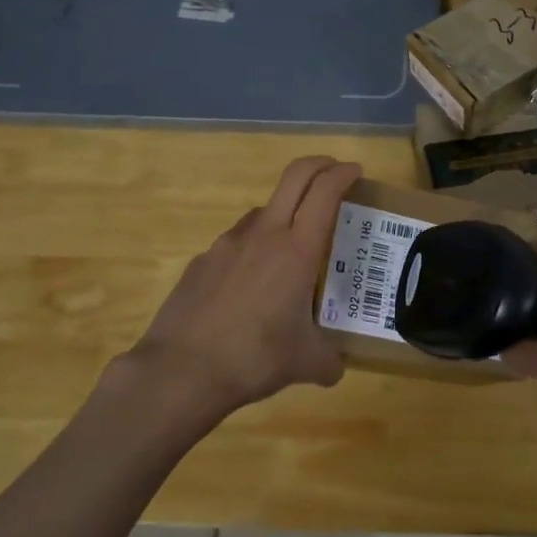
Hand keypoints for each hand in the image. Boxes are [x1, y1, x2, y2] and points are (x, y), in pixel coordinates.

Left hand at [123, 156, 360, 427]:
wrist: (181, 370)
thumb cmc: (254, 358)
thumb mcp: (306, 362)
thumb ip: (329, 359)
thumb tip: (337, 367)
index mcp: (297, 250)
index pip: (325, 192)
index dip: (343, 174)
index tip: (355, 171)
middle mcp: (264, 235)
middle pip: (294, 177)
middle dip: (318, 166)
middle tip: (333, 173)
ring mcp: (228, 244)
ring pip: (263, 211)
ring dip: (284, 213)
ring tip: (292, 247)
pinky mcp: (202, 260)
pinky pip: (236, 244)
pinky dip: (252, 250)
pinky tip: (250, 285)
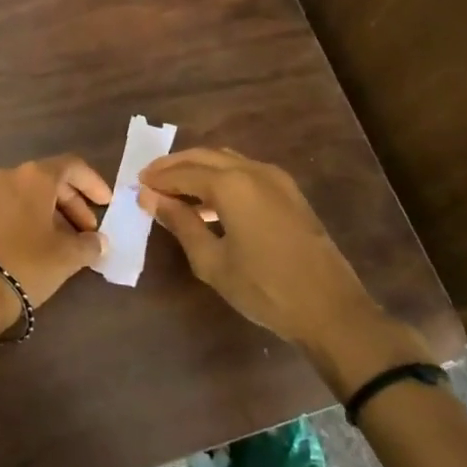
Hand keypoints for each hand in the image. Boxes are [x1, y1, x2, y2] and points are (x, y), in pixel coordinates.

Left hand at [0, 155, 111, 318]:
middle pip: (47, 180)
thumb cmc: (27, 264)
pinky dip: (22, 220)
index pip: (71, 166)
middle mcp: (5, 176)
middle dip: (71, 203)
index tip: (105, 204)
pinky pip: (3, 208)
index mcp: (33, 177)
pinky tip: (30, 246)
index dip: (93, 183)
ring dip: (47, 213)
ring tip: (61, 242)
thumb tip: (97, 241)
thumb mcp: (68, 257)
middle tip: (86, 231)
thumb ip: (89, 244)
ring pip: (24, 195)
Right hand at [139, 147, 430, 387]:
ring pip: (225, 160)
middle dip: (174, 166)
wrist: (331, 310)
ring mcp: (276, 179)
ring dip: (197, 169)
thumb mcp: (211, 260)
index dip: (157, 179)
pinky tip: (209, 202)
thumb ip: (179, 223)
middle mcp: (253, 171)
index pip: (182, 173)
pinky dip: (220, 177)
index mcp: (231, 184)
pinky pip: (245, 172)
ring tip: (174, 190)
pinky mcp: (289, 193)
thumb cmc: (264, 288)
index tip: (136, 187)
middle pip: (203, 157)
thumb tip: (150, 198)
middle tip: (149, 180)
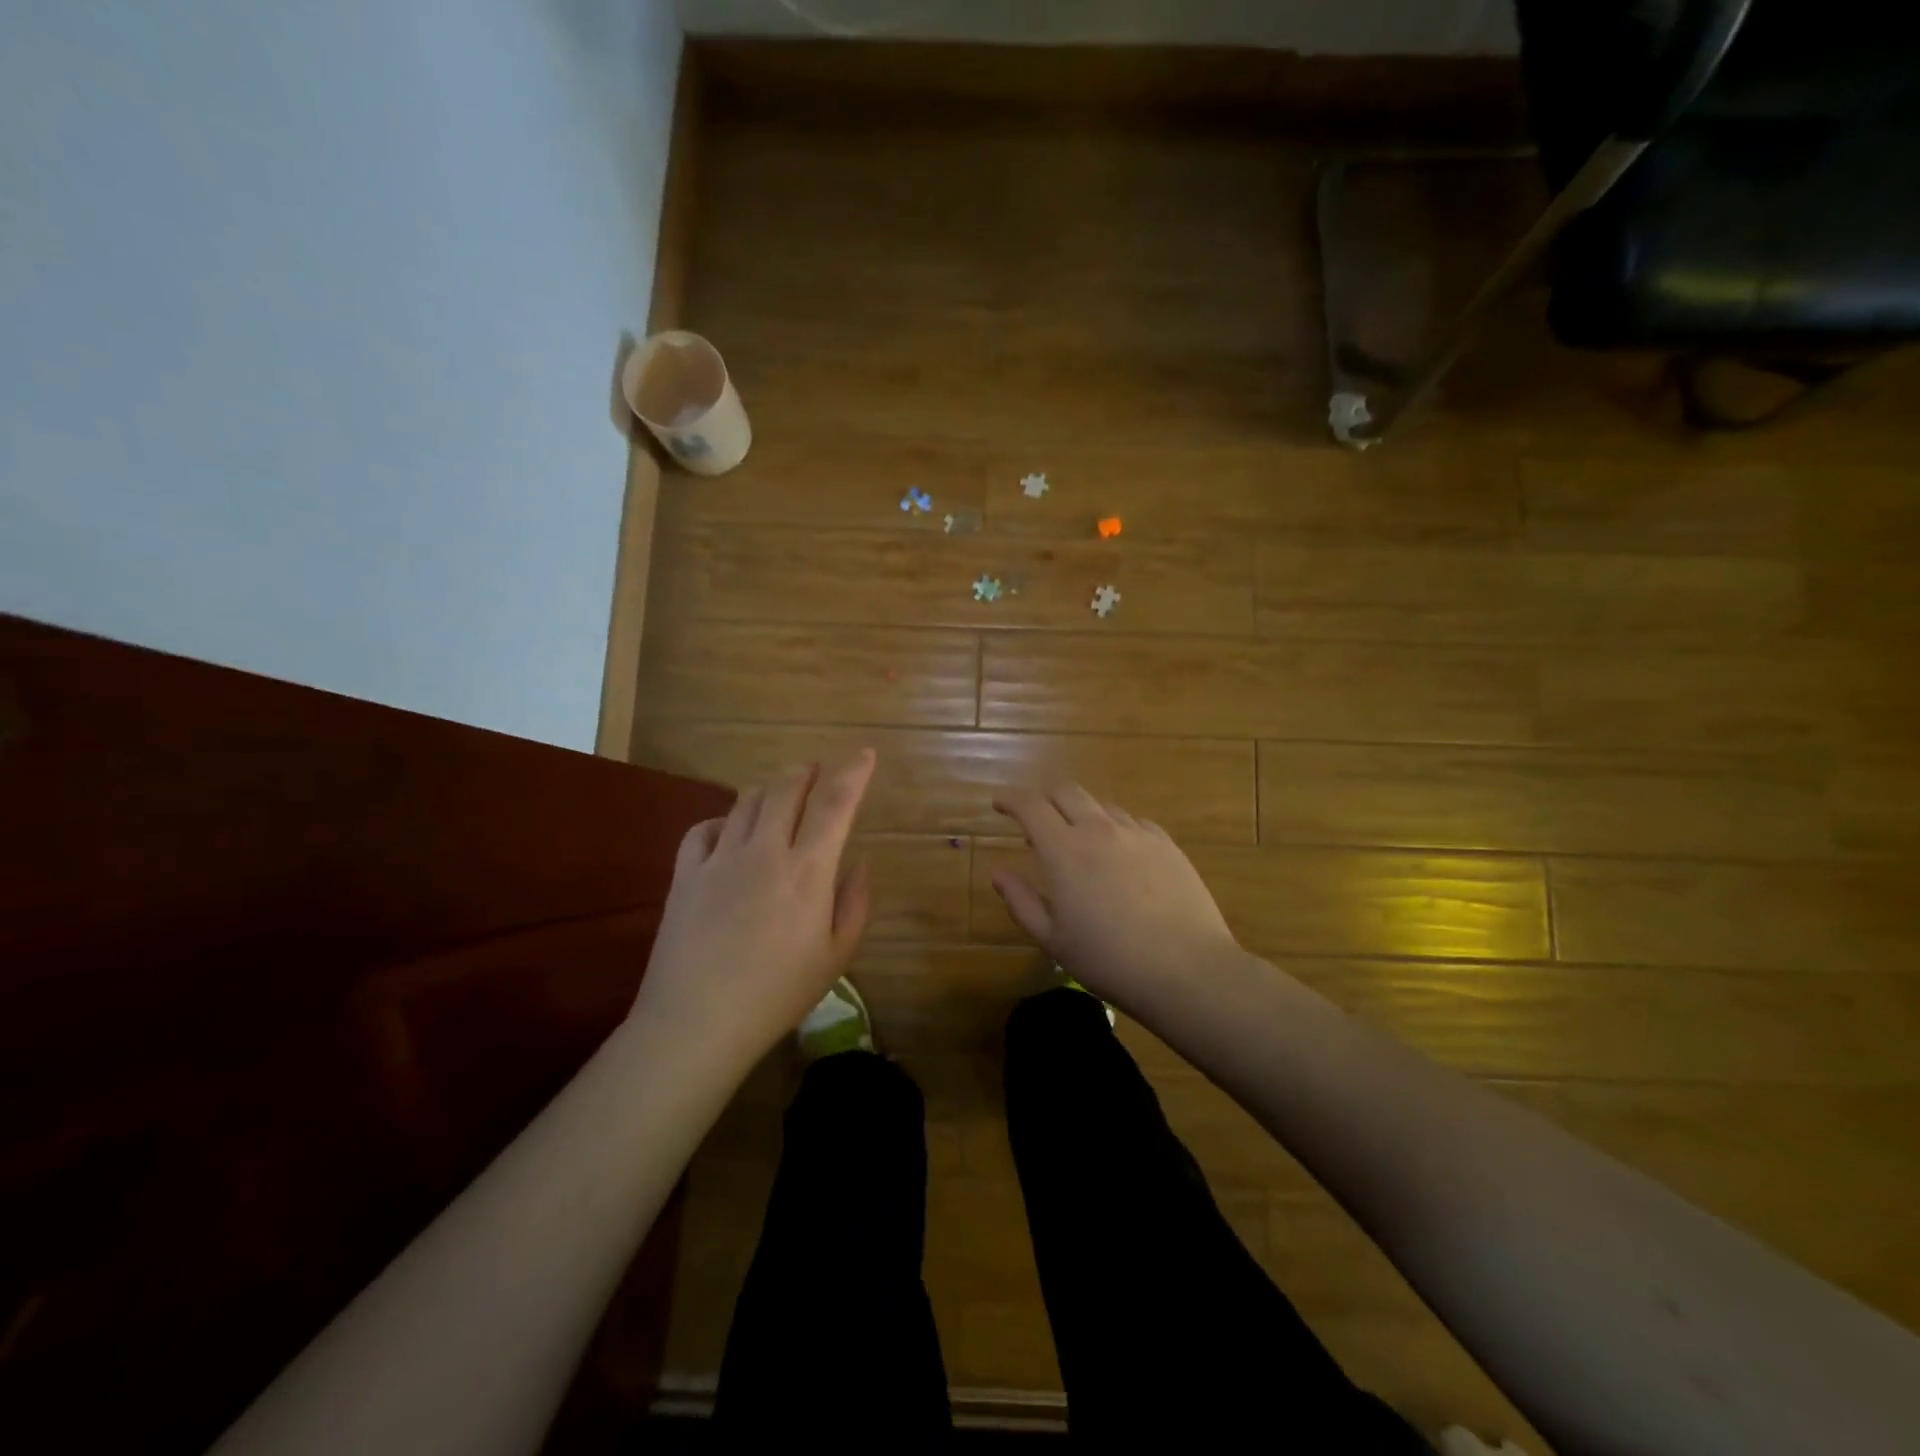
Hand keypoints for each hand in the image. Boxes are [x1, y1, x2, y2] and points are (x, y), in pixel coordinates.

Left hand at [632, 750, 875, 1073]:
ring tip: (780, 794)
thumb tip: (859, 863)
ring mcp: (719, 859)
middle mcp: (764, 851)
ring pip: (746, 801)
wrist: (696, 1024)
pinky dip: (723, 820)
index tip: (865, 754)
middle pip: (786, 789)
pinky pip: (703, 829)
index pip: (835, 804)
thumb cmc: (777, 995)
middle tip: (816, 770)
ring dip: (769, 789)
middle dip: (806, 772)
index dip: (853, 773)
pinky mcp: (685, 875)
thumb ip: (854, 904)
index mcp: (807, 871)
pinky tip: (729, 830)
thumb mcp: (835, 957)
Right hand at [991, 785, 1239, 1005]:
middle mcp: (1098, 830)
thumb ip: (1021, 901)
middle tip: (1037, 822)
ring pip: (1101, 806)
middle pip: (1066, 792)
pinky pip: (1134, 823)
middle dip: (1045, 799)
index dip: (1011, 800)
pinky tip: (1121, 855)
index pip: (1030, 806)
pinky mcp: (1167, 844)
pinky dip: (1116, 829)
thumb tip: (999, 874)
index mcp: (1064, 850)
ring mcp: (1137, 834)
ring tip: (1081, 844)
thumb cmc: (1109, 960)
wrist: (1186, 969)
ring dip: (1082, 815)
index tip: (999, 805)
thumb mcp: (1053, 939)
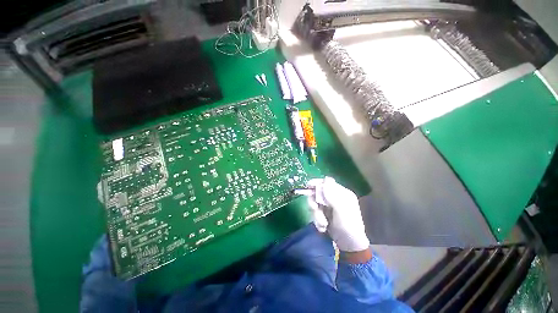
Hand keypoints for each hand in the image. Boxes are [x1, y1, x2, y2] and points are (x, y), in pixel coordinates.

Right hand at [296, 177, 369, 251]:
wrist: (349, 246)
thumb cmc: (348, 226)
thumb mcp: (341, 210)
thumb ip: (332, 195)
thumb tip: (326, 178)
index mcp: (342, 193)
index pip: (327, 183)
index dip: (317, 183)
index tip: (308, 186)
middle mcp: (335, 198)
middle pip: (318, 193)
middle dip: (315, 202)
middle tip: (315, 209)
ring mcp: (329, 207)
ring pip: (315, 204)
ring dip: (316, 215)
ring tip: (323, 224)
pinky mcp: (324, 215)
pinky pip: (315, 213)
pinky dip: (317, 220)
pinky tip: (324, 228)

● ● ● ● ●

[About this task] Pictures in the records above are left out; print everything else exactly as written.

[Exercise response]
Hand keypoints for each hand in the image. Boxes are [x1, y1, x2, y2] and points are (x, y), in pixel coordinates.

Left hand at [123, 156, 360, 427]:
wrist: (181, 370)
thumb cmc: (254, 358)
thumb mcp: (306, 362)
thumb ip: (329, 359)
thumb tip: (337, 367)
index mcp: (297, 250)
index pip: (325, 192)
index dip: (343, 174)
index tip: (355, 171)
middle mcp: (264, 235)
middle pip: (294, 177)
middle dip: (318, 166)
middle tip: (333, 173)
ring mcp: (228, 244)
ring pip: (263, 211)
ring dip: (284, 213)
ring tip: (292, 247)
pinky mcp: (202, 260)
pinky pip: (236, 244)
pinky dip: (252, 250)
pinky tip: (250, 285)
Hand keypoints for each hand in the image. Boxes are [x1, y1, x2, y2] and points are (x, y), in pixel coordinates.

Left hand at [0, 155, 111, 318]:
middle pip: (47, 180)
thumb cmc: (27, 264)
pinky dip: (22, 220)
index pip: (71, 166)
middle mcp: (5, 176)
middle dip: (71, 203)
index tip: (105, 204)
pinky pip: (3, 208)
index mcp: (33, 177)
pinky tip: (30, 246)
index dip: (93, 183)
ring dip: (47, 213)
ring tip: (61, 242)
thumb tip: (97, 241)
thumb mcp: (68, 257)
middle tip: (86, 231)
thumb ip: (89, 244)
ring pip: (24, 195)
Right hand at [139, 147, 430, 387]:
ring pip: (225, 160)
middle dip: (174, 166)
wrist: (331, 310)
ring mcp: (276, 179)
ring dip: (197, 169)
thumb mcp: (211, 260)
index dip: (157, 179)
pinky tip: (209, 202)
thumb ip: (179, 223)
middle mcp: (253, 171)
index pip: (182, 173)
pinky dip: (220, 177)
index mcp: (231, 184)
pinky pip: (245, 172)
ring tip: (174, 190)
pinky mcp: (289, 193)
thumb cmc: (264, 288)
index tip: (136, 187)
middle pip: (203, 157)
thumb tip: (150, 198)
middle tip: (149, 180)
Hand keypoints for each hand in the image. Boxes are [x1, y1, x2, y2] and points are (x, y), in pixel coordinates.

Left hand at [632, 750, 875, 1073]:
ring tip: (780, 794)
thumb tip: (859, 863)
ring mcp: (719, 859)
middle mcp: (764, 851)
ring pip: (746, 801)
wrist: (696, 1024)
pinky dip: (723, 820)
index tip: (865, 754)
middle pip: (786, 789)
pinky pip: (703, 829)
index pip: (835, 804)
thumb cmc: (777, 995)
middle tip: (816, 770)
ring dip: (769, 789)
middle dip: (806, 772)
index dip: (853, 773)
pinky mcp: (685, 875)
thumb ip: (854, 904)
index mcp: (807, 871)
pinky tip: (729, 830)
thumb mcp: (835, 957)
Right hand at [991, 785, 1239, 1005]:
middle mcp: (1098, 830)
thumb ip: (1021, 901)
middle tip: (1037, 822)
ring pip: (1101, 806)
middle pip: (1066, 792)
pinky pip: (1134, 823)
middle dip: (1045, 799)
index dip: (1011, 800)
pinky tip: (1121, 855)
index pip: (1030, 806)
pinky mcp: (1167, 844)
pinky dip: (1116, 829)
thumb tip: (999, 874)
index mcp: (1064, 850)
ring mcp: (1137, 834)
ring tip: (1081, 844)
thumb cmc: (1109, 960)
wrist: (1186, 969)
ring dip: (1082, 815)
index tip: (999, 805)
thumb mcp: (1053, 939)
Hand keypoints for each hand in the image. Boxes are [x1, y1, x2, y2] and points are (x, y), in pixel coordinates.

Right hand at [296, 177, 369, 251]:
wrist: (349, 246)
thumb cmc: (348, 226)
thumb mcp: (341, 210)
thumb ip: (332, 195)
thumb tip: (326, 178)
index mcp: (342, 193)
index pip: (327, 183)
index dip: (317, 183)
index tip: (308, 186)
middle mcp: (335, 198)
middle pip: (318, 193)
middle dip: (315, 202)
middle tip: (315, 209)
ring mcp: (329, 207)
ring pip: (315, 204)
ring dip: (316, 215)
ring tip: (323, 224)
pinky mcp: (324, 215)
pinky pip: (315, 213)
pinky dip: (317, 220)
pinky tip: (324, 228)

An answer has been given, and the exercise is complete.